> _Given data_:

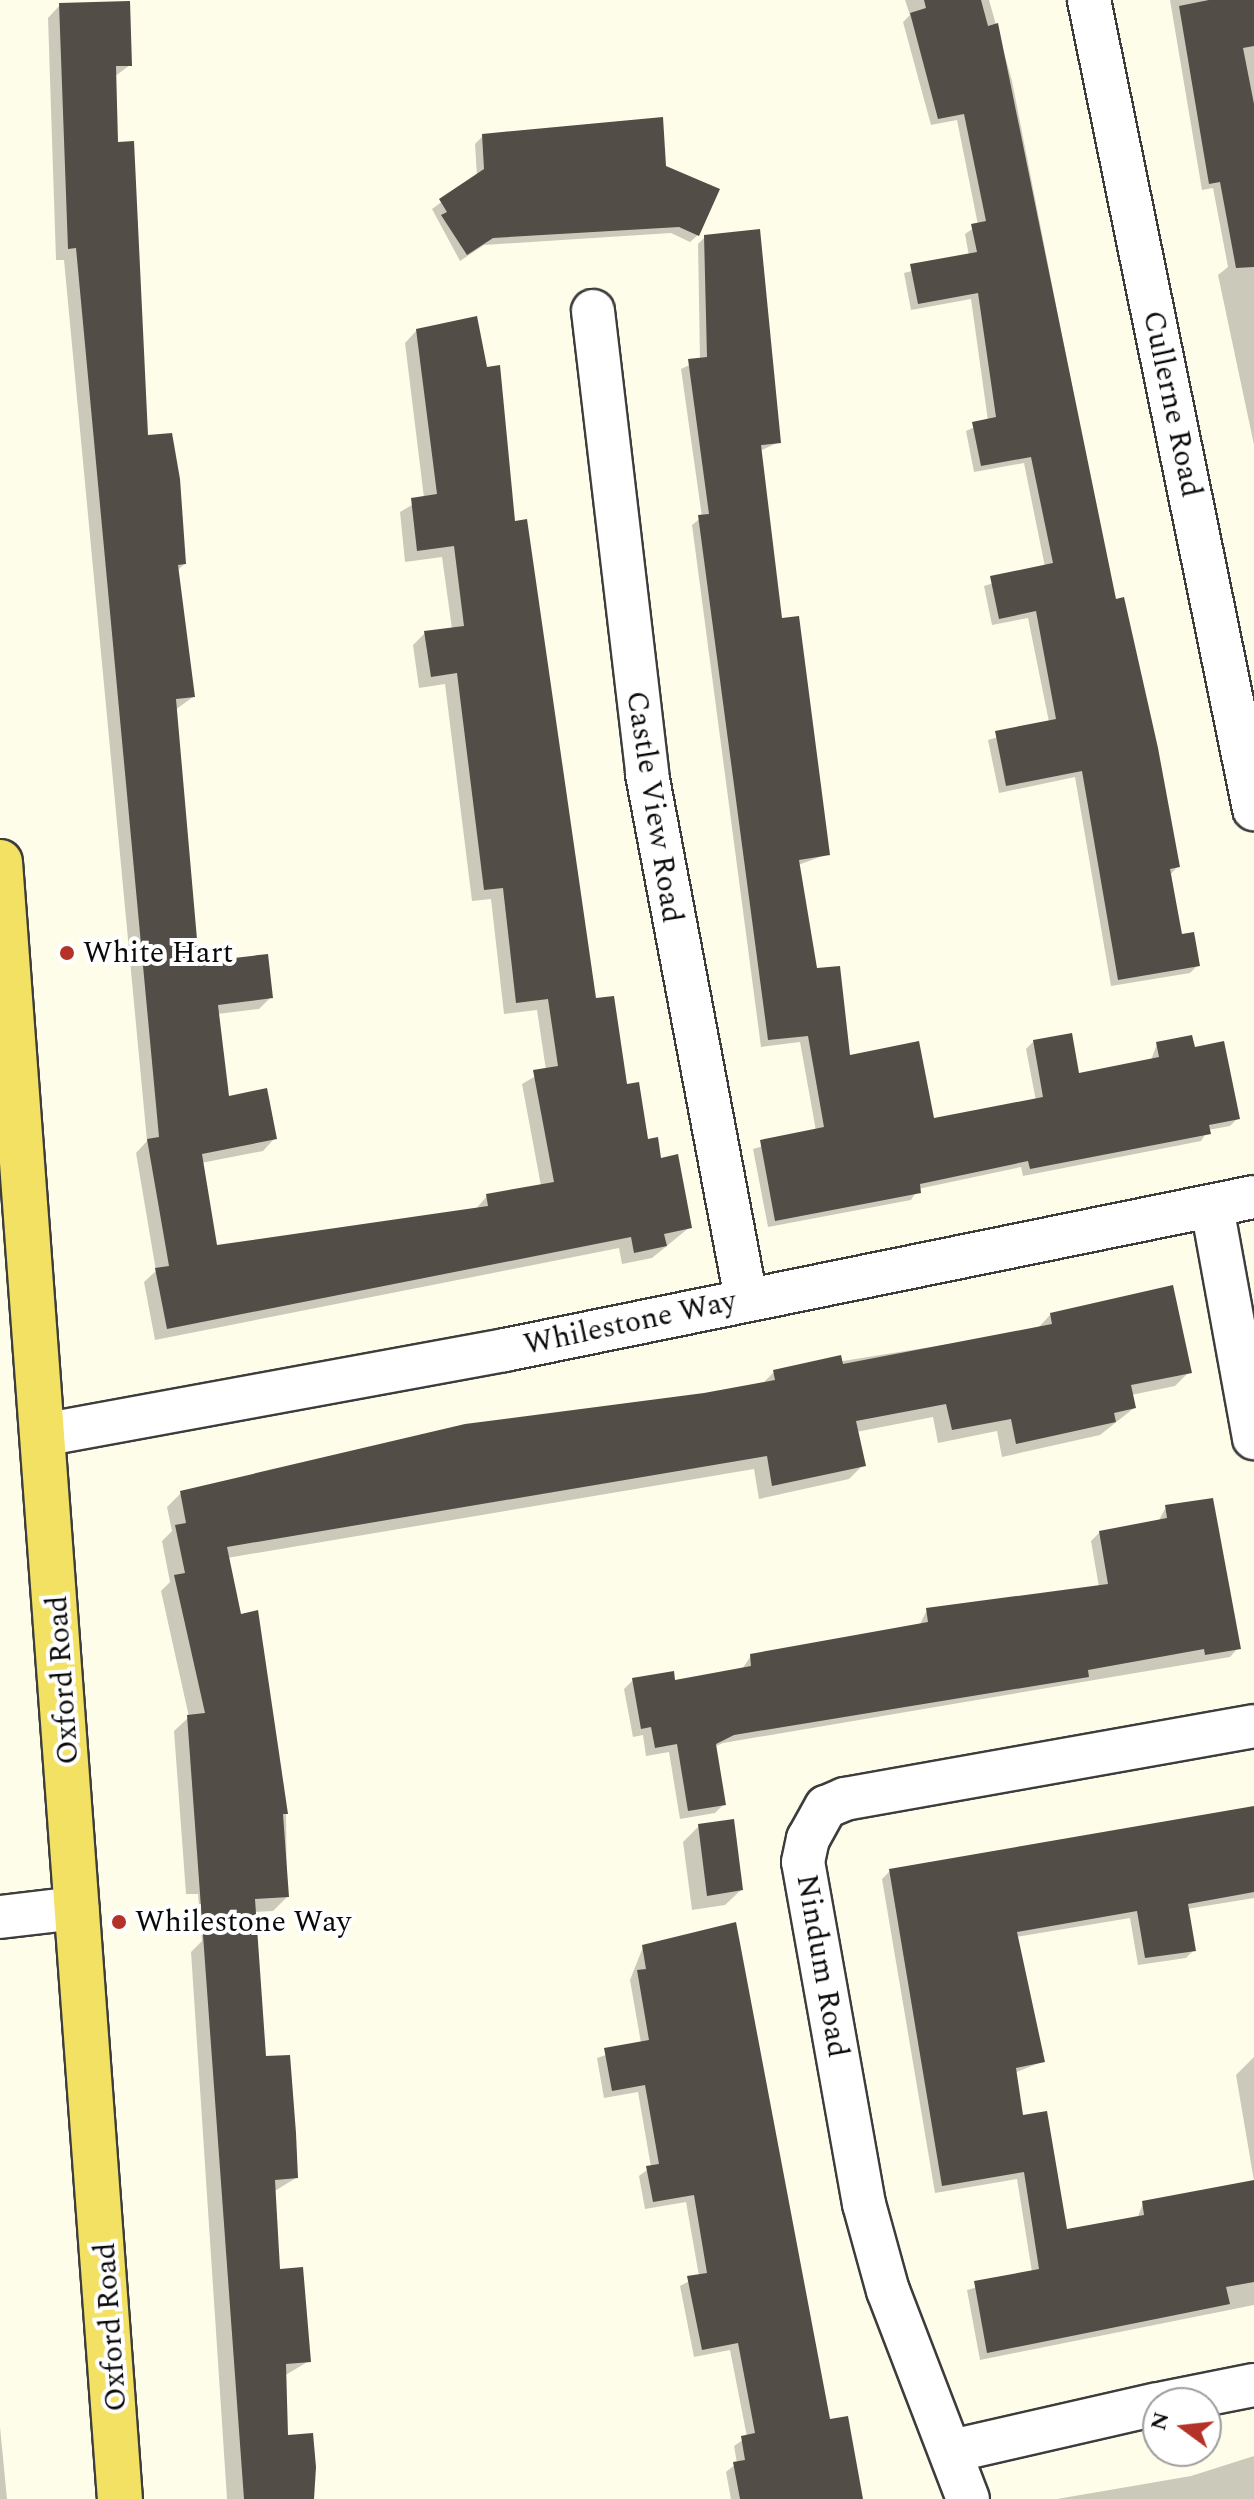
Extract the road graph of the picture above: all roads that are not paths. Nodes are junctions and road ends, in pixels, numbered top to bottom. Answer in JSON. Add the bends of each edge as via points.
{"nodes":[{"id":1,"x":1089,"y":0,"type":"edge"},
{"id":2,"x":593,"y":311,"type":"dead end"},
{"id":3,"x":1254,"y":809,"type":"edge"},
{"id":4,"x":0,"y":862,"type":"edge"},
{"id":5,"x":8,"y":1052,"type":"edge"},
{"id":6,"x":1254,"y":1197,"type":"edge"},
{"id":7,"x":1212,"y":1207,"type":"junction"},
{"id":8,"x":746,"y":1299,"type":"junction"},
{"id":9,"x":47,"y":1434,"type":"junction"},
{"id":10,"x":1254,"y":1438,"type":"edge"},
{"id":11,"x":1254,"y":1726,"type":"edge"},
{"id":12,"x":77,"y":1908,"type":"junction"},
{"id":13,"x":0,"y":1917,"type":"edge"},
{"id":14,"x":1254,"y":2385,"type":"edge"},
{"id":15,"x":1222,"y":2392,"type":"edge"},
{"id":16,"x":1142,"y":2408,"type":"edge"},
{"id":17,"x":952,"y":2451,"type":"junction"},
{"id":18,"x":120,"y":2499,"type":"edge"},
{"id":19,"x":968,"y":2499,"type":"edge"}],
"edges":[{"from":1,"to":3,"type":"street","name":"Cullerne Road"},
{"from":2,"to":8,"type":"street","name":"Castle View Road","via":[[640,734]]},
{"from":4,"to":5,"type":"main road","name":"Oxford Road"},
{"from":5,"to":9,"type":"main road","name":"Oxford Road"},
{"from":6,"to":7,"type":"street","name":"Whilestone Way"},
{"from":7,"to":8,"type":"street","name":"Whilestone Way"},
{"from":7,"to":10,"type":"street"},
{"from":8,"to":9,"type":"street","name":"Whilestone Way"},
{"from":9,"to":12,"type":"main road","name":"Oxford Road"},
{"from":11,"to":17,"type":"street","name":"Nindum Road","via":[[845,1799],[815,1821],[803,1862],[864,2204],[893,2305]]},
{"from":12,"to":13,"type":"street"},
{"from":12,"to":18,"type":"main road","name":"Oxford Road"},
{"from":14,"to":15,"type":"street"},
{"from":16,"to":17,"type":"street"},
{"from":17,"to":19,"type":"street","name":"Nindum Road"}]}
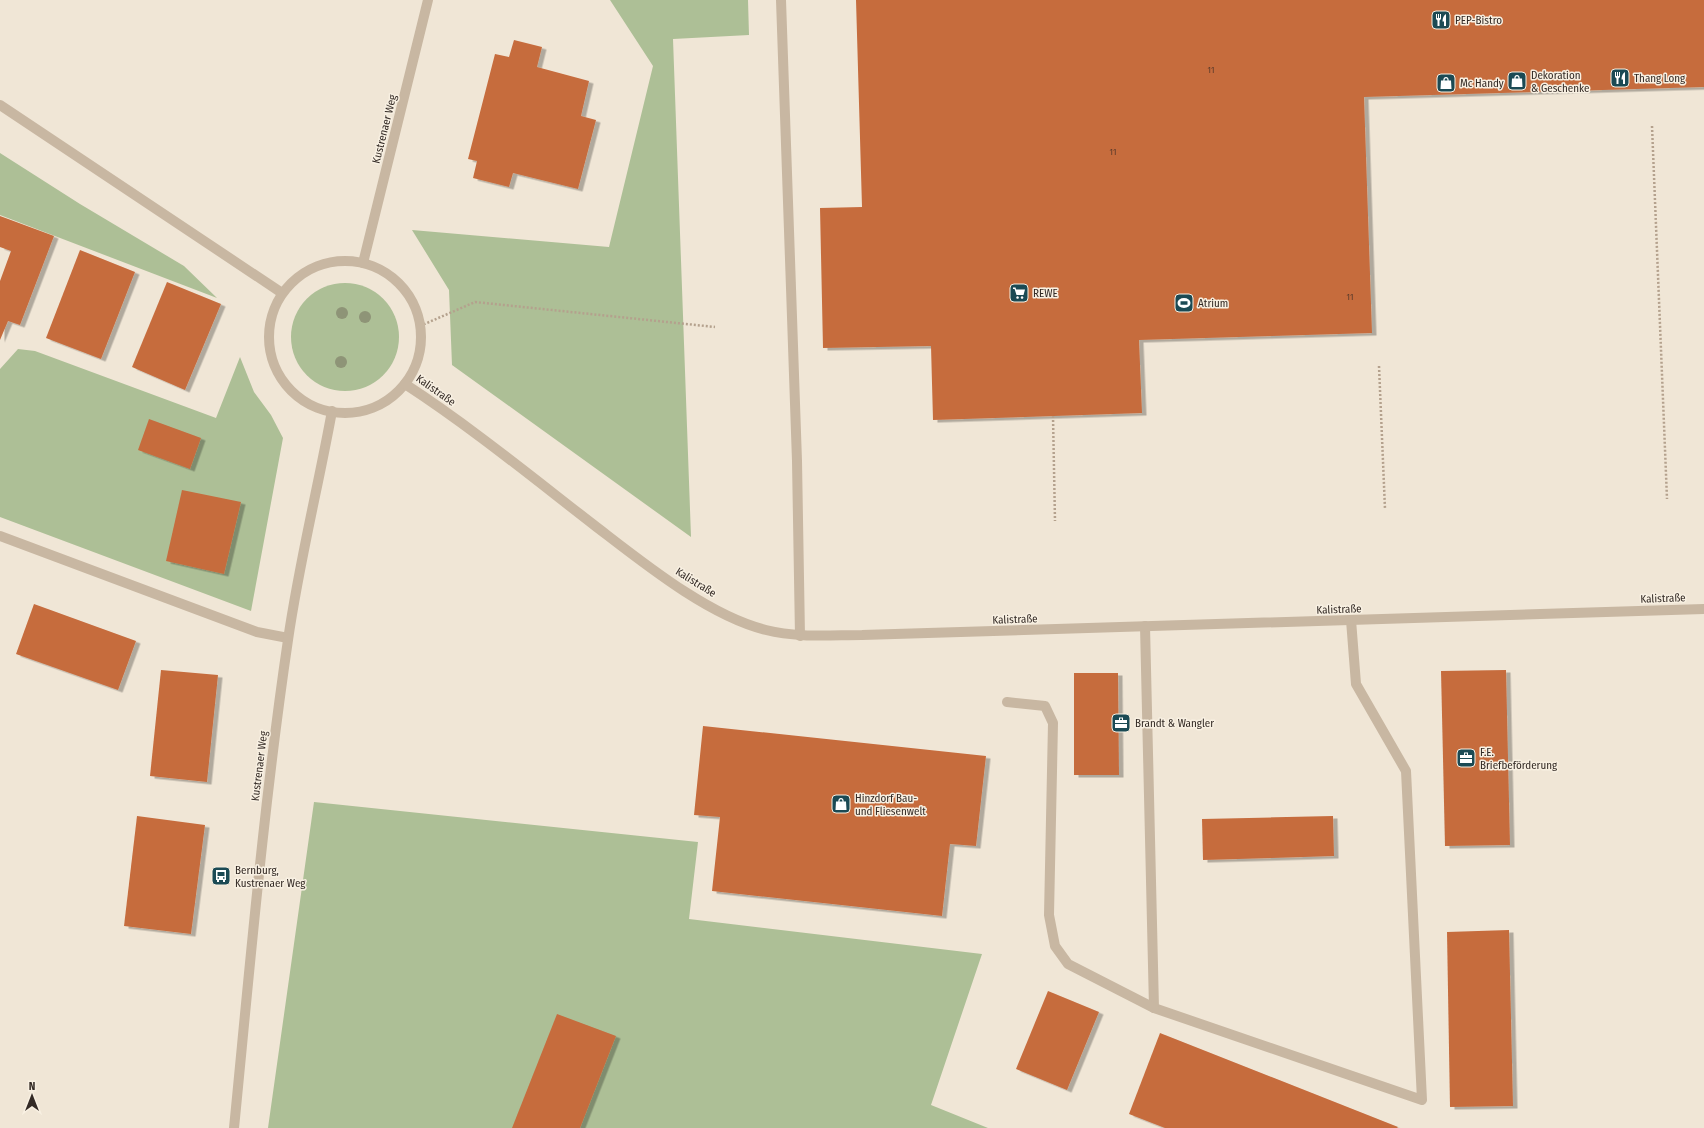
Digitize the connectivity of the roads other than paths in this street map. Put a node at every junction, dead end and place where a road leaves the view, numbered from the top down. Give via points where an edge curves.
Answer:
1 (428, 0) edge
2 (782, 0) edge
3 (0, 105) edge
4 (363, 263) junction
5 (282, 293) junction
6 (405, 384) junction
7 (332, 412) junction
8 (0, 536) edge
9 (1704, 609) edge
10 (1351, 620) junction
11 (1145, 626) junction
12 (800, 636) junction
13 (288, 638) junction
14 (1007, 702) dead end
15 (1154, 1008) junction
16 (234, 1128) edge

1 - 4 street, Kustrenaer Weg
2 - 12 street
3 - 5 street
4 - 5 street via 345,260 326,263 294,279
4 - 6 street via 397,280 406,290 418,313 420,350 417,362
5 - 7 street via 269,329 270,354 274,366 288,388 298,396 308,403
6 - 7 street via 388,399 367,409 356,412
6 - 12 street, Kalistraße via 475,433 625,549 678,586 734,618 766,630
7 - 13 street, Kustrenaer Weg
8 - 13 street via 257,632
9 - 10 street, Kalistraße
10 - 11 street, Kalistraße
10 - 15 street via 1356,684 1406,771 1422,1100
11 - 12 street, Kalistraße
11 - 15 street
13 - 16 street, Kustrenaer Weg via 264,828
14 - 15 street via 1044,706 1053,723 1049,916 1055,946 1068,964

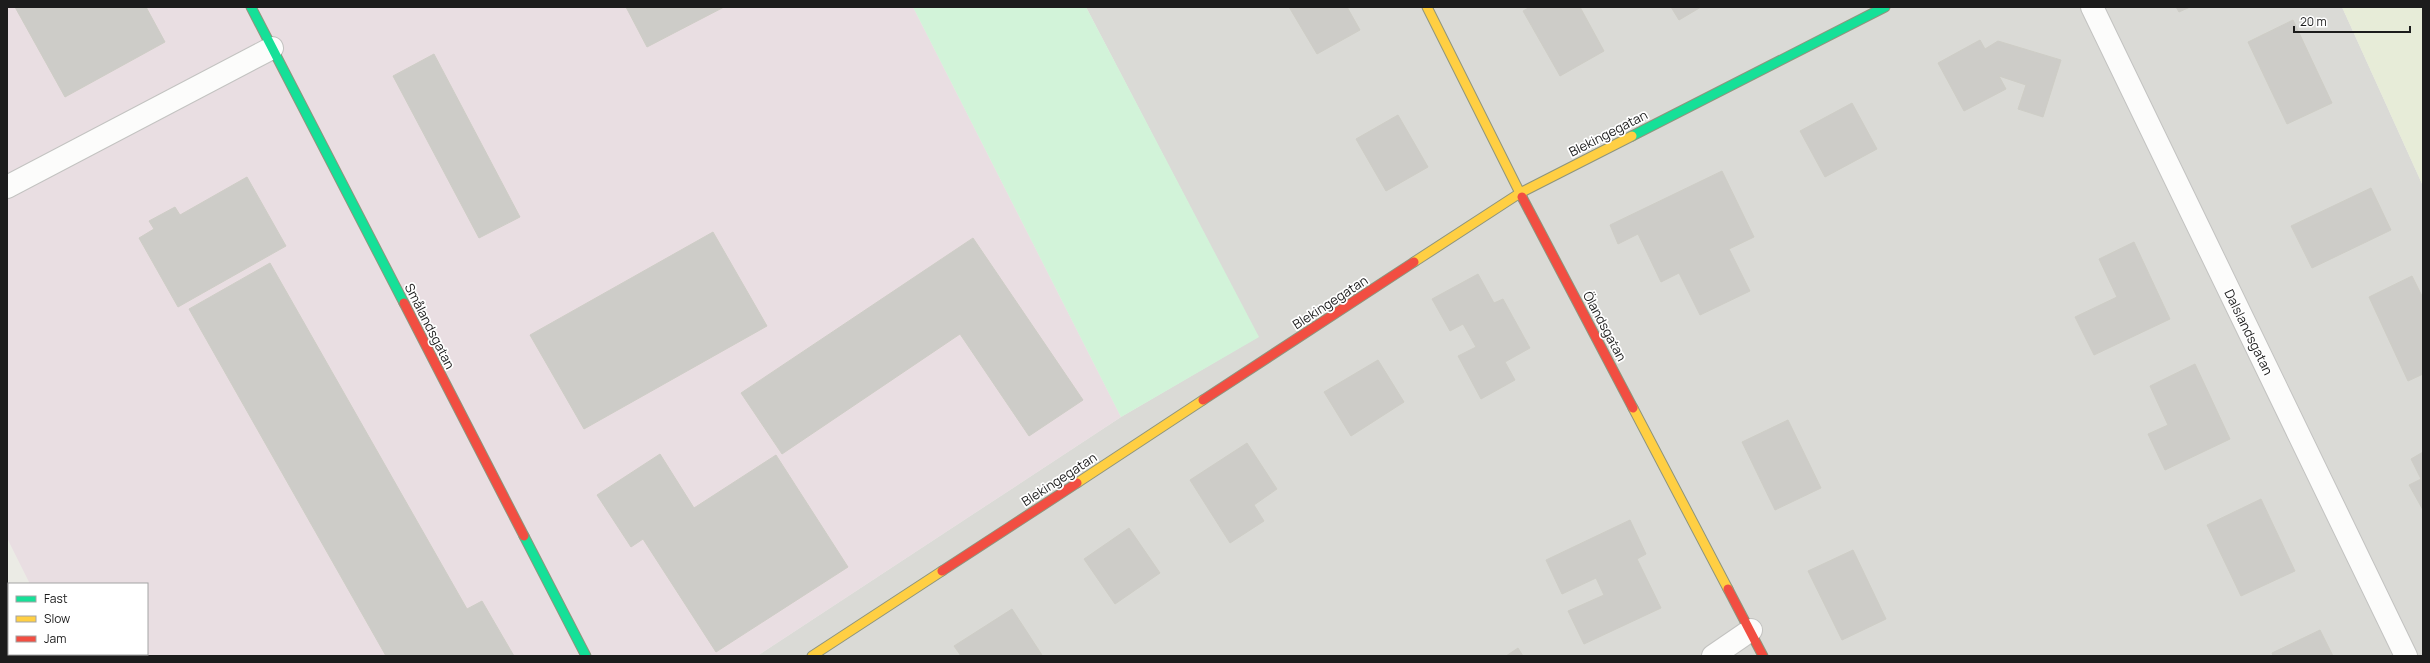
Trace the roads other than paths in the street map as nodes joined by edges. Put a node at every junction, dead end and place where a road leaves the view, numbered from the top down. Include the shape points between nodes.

> _Your instructions_: In the records above, locate the lines holding the word "leaves". Copy each of them.

> _Solution to this problem_:
Digitize the connectivity of the roads other than paths in this street map. Put a node at every junction, dead end and place where a road leaves the view, numbered from the top down. Give via points where an edge curves.
Trace the roads other than paths in the street map as nodes joined by edges. Put a node at every junction, dead end and place where a road leaves the view, numbered from the top down. Include the shape points between nodes.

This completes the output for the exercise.